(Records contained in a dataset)
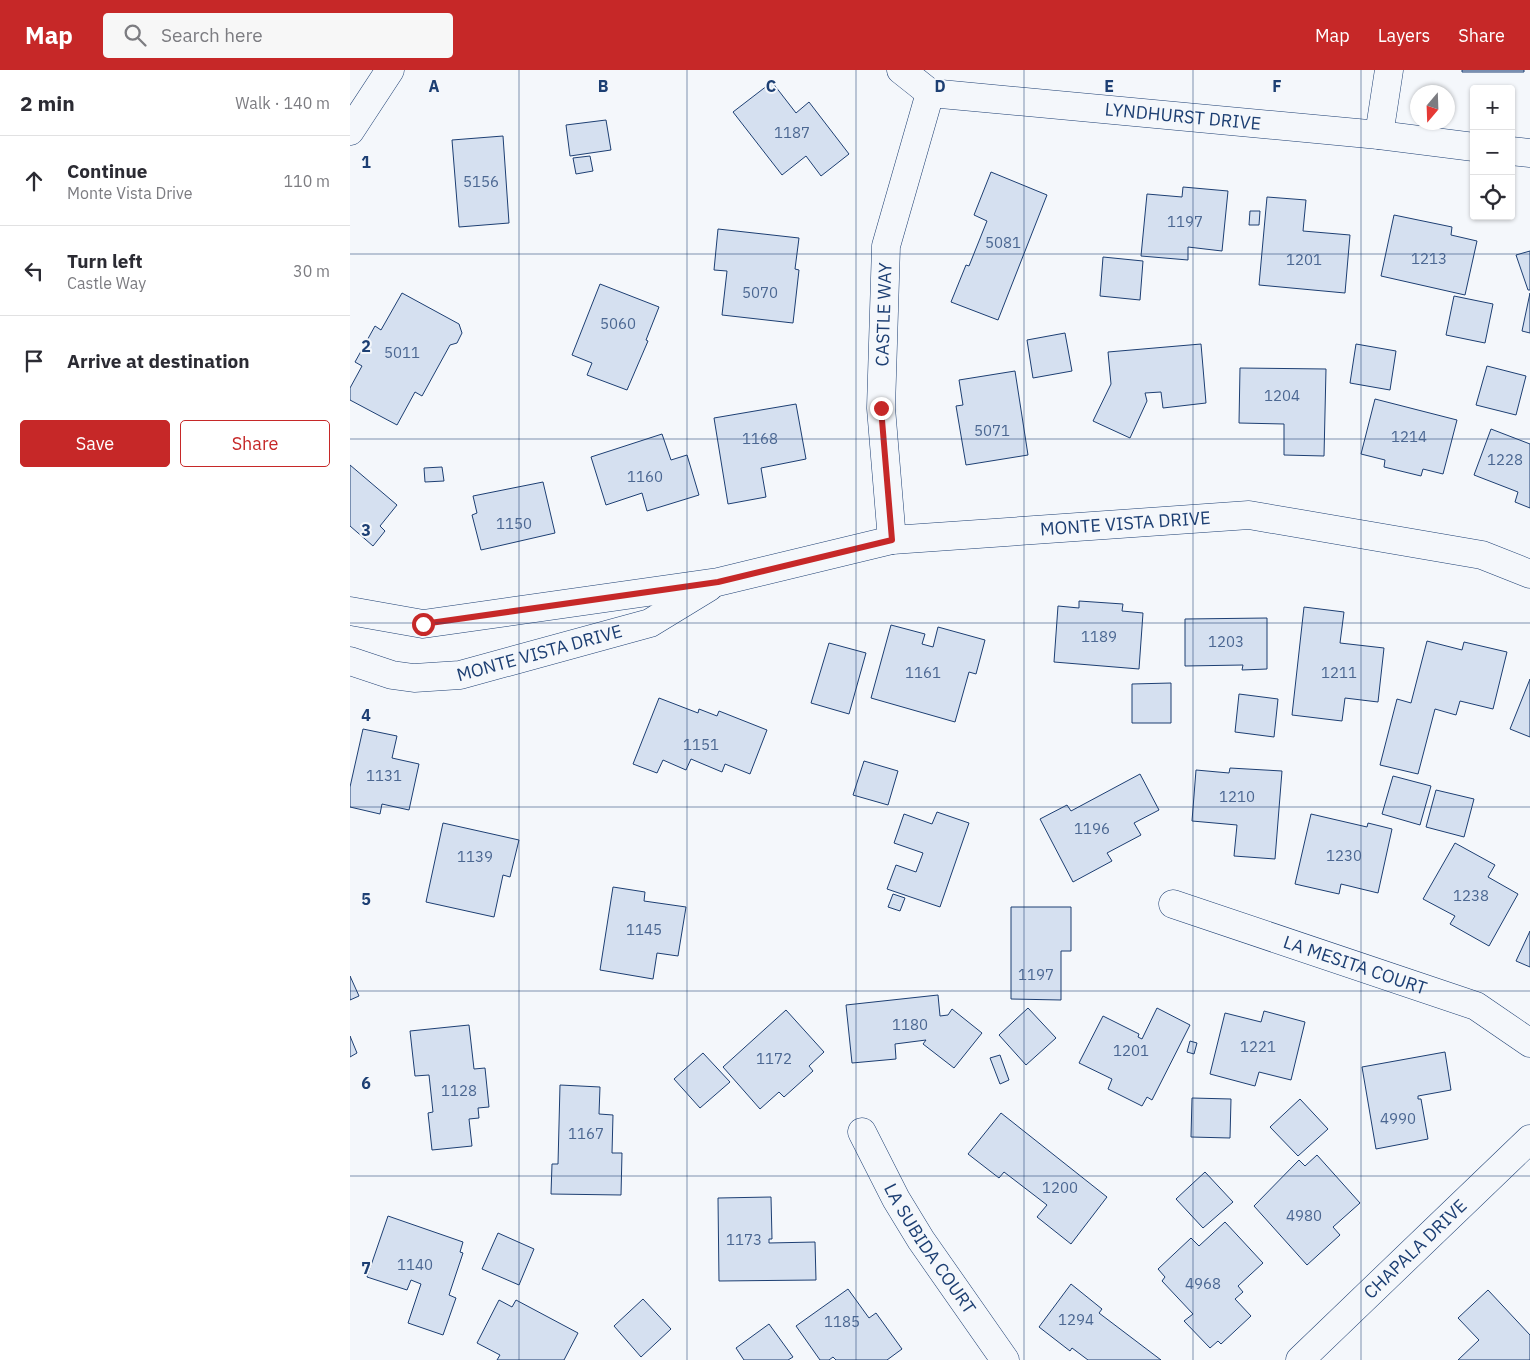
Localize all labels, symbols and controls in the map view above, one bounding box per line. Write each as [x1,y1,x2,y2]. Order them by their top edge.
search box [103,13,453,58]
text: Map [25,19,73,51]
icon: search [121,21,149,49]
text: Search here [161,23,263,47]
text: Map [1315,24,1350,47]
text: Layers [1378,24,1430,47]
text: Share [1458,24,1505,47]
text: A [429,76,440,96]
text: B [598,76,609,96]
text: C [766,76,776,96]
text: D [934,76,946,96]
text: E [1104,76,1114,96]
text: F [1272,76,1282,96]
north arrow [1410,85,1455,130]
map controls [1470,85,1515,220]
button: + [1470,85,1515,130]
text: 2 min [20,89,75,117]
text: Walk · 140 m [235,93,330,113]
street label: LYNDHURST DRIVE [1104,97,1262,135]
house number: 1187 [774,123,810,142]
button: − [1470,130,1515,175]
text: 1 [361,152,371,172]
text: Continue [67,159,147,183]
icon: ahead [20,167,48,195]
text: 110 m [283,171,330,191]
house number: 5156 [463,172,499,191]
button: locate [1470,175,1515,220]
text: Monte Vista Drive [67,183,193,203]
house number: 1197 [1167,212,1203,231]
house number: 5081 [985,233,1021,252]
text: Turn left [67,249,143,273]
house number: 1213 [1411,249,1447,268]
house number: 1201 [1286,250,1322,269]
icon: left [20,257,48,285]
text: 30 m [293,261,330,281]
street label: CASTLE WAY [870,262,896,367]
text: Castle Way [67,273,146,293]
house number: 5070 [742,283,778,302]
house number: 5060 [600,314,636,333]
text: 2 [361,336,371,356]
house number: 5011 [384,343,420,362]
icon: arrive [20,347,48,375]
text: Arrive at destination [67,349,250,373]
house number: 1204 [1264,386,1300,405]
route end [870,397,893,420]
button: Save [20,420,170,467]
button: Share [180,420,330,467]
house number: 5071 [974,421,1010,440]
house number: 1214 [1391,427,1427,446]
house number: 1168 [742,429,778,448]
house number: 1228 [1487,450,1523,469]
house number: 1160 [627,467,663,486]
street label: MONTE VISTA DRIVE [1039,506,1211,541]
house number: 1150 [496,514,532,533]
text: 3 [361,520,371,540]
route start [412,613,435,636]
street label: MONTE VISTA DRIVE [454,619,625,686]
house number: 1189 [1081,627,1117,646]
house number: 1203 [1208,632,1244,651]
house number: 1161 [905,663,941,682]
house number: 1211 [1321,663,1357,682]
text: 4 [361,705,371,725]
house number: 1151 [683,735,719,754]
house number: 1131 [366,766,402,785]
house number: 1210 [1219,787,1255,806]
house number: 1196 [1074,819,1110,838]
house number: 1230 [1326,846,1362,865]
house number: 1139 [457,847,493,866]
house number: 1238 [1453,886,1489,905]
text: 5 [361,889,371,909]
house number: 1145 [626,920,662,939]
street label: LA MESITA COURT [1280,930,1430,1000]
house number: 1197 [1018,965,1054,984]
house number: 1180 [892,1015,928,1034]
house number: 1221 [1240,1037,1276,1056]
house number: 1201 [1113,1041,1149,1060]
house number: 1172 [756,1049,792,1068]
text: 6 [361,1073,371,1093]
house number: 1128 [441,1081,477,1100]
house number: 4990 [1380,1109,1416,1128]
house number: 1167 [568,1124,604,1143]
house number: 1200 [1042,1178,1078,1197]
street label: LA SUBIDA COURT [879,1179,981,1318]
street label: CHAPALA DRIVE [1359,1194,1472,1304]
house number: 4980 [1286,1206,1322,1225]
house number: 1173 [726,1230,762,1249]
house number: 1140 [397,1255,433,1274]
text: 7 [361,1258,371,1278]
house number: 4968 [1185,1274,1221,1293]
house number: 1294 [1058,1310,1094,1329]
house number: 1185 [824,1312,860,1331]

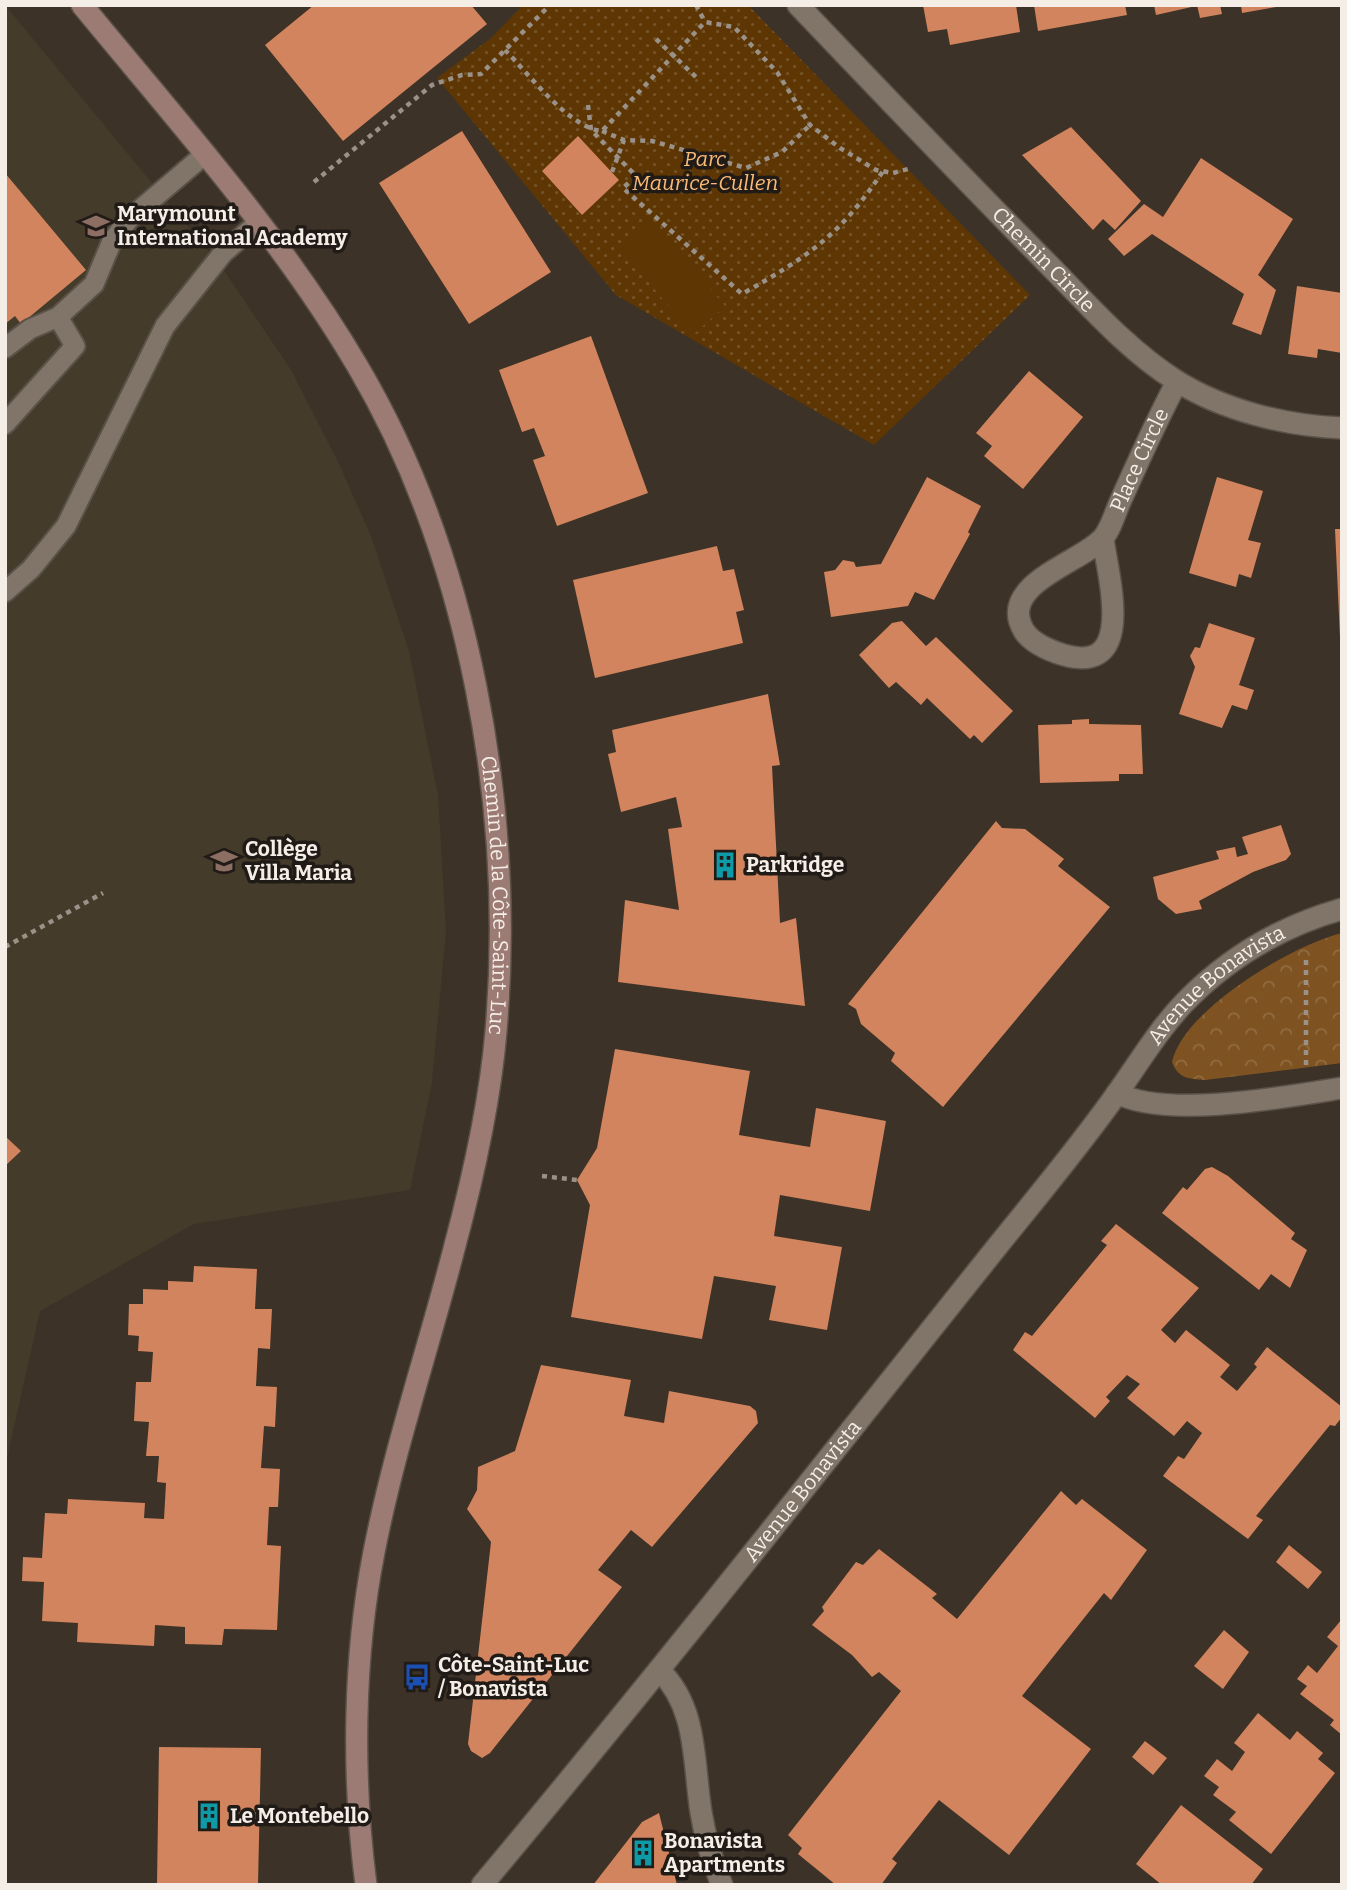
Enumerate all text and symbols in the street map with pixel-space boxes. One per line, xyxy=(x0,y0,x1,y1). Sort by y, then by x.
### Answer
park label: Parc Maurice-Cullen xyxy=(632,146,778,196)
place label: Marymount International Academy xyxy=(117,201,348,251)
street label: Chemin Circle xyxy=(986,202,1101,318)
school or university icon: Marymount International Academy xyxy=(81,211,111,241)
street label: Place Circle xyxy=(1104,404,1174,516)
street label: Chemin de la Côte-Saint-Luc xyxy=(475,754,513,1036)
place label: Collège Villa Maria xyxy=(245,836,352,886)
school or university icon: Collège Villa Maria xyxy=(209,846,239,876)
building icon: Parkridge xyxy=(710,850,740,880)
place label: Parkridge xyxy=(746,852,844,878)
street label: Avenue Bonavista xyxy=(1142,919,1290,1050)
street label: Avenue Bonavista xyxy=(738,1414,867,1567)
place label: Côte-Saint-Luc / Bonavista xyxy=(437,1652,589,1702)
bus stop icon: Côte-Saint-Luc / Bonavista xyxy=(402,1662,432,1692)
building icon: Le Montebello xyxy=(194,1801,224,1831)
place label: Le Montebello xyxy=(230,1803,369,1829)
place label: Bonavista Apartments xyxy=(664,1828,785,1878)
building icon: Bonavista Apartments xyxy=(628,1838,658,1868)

- [Your instructions] Count the lines of the entries that hold the string "left", then state that number and nothing more.

- [Exercise answer] 2